If you’ve lived in Colorado for any length of time, you’ve probably met someone who works for a craft brewery. There are more than 400 of them, after all, employing 15,000 people and pumping $2 billion in economic benefits into the state, according to a 2020 study.
Providing that industry with a trained workforce is what led to the creation of Metropolitan State University of Denver’s Brewing Operations Program, and its also the impetus behind a major, $1 million expansion that the program’s director said will help attract more students.
Once it is complete, possibly by spring 2023, the Charlie Papazian Brewing Education Lab will be located on the ground floor of MSU’’s Hospitality Learning Center and include a 3.5-barrel brewing system that is similar to the kinds of equipment that graduates of the bachelor’s degree program would use in the real world, says Bernardo Alatorre, who heads the brewing school.
It will be used not just to teach them how to make beer, though, but how to operate the brewery as a whole, from ordering ingredients and cleaning and maintaining the equipment to efficiently managing the timing and workflow of brewing, fermentation and packaging beer.
“Brewing is the easy part. I hate to say it, but it’s how to make the brewery work that is harder – that is what can hinder them,” Alatorre explained. “The lab will make them not only brewers, but operators of a brewery. That’s the essence of both our program and of the lab.”
To help raise the money, MSU teamed up with Charlie Papazian, who moved to Boulder in the 1970s and is responsible for almost single-handedly creating the homebrewing culture that exists in the United States today. He is also the founder of the Great American Beer Festival and the Brewers Association, which is the Boulder-based trade organization for thousands of craft breweries across the United States; Papazian retired from the BA at the beginning of 2019.
MSU has already raised about $425,000 (of its $500,000 goal) from craft beer industry companies to put toward the cost of the lab, but in order to name it after Papazian, MSU’s rules dictate that he will need to raise the other funds on his own, Alatorre said. To do that, MSU and Papazian have created a crowdfunding campaign at givecampus.com. It officially rolled out on Tuesday.
“It’s a pretty innovative place … pretty sophisticated,” Papazian said about MSU, adding that he was surprised when he first learned that the program existed in Denver.

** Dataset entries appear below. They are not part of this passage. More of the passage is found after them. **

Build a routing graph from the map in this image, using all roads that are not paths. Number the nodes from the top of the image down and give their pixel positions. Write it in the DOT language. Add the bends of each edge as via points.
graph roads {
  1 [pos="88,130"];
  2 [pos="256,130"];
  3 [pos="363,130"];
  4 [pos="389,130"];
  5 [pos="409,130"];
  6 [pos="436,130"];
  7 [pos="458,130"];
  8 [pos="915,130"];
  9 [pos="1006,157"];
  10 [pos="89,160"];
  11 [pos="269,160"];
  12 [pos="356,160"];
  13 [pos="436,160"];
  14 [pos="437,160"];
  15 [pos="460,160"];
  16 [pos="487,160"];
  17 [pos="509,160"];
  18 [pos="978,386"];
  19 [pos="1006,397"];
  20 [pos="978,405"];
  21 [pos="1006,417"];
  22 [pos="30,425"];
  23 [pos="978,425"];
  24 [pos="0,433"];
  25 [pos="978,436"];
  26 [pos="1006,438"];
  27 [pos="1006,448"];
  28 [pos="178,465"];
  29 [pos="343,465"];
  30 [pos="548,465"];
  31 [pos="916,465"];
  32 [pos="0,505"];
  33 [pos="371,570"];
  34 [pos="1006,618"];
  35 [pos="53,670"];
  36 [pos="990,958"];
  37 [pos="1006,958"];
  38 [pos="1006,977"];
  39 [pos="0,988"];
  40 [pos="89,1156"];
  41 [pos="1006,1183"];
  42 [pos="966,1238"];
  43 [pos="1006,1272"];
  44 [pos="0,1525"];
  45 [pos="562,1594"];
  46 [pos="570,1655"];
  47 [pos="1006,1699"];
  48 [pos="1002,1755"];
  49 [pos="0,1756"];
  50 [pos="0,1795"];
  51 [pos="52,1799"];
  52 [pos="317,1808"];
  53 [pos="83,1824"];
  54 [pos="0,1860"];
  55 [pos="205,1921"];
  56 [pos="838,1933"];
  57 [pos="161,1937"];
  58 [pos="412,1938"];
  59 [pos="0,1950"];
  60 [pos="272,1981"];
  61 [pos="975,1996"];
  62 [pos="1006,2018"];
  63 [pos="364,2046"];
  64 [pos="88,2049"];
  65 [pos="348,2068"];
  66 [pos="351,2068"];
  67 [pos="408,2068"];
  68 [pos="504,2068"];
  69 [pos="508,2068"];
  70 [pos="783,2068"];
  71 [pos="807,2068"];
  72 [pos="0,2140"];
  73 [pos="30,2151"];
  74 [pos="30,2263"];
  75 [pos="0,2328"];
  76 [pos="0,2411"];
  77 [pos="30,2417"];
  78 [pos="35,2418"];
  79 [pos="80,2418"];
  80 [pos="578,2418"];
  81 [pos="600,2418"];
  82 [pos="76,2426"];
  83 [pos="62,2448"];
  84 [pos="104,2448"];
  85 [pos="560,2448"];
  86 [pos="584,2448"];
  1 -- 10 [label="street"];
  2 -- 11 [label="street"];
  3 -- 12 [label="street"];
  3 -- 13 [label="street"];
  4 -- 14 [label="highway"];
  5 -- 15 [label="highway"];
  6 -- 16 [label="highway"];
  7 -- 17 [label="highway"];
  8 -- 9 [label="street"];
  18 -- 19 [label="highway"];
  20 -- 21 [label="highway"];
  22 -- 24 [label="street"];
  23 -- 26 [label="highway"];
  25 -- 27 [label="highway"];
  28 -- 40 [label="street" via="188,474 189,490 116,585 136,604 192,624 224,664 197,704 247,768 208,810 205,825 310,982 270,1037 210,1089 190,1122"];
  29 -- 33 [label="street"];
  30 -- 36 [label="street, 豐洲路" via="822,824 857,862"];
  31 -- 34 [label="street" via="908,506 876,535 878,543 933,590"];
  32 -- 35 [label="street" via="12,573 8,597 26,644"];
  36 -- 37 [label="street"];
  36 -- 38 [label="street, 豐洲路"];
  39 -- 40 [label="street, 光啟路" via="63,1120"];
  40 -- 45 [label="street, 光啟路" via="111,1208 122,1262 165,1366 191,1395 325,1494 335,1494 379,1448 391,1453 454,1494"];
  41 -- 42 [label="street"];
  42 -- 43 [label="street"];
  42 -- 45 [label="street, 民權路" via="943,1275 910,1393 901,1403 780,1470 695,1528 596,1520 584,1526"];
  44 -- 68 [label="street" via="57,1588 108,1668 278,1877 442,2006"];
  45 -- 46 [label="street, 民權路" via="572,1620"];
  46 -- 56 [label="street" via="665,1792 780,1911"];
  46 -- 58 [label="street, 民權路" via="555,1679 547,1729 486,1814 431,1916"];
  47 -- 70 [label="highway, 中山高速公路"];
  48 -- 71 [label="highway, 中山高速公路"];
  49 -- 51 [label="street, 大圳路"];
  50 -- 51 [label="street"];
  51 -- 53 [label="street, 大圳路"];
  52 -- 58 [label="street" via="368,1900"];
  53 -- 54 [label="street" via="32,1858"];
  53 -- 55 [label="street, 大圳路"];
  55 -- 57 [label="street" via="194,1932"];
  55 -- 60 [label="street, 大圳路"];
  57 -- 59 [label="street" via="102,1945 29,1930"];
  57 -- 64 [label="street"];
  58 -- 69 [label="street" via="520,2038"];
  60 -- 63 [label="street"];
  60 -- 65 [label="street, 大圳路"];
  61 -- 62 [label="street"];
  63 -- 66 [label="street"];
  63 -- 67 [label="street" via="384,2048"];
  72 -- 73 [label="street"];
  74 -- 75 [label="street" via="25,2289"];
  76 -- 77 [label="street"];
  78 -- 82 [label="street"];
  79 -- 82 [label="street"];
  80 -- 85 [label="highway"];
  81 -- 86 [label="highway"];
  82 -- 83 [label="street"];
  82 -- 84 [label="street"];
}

On Tuesday, he sent messages to individual state brewers’ guilds and associations, asking them to pass along information about MSU the fundraising campaign to their member breweries.
“I hope that some might be interested [in donating] since so many have had their roots in homebrewing and understand how large the impact that beer enthusiasts and brewing education have had in their own success,” he told The Denver Post.
That shouldn’t be too much of a reach as Papazian’s name, face and books on homebrewing are immediately recognizable to brewery owners coast to coast.
As with most crowdfunding campaigns, donors get small prizes, including t-shirts, glassware and signed copies of Papazian’s “Complete Joy of Homebrewing,” depending on the level of support.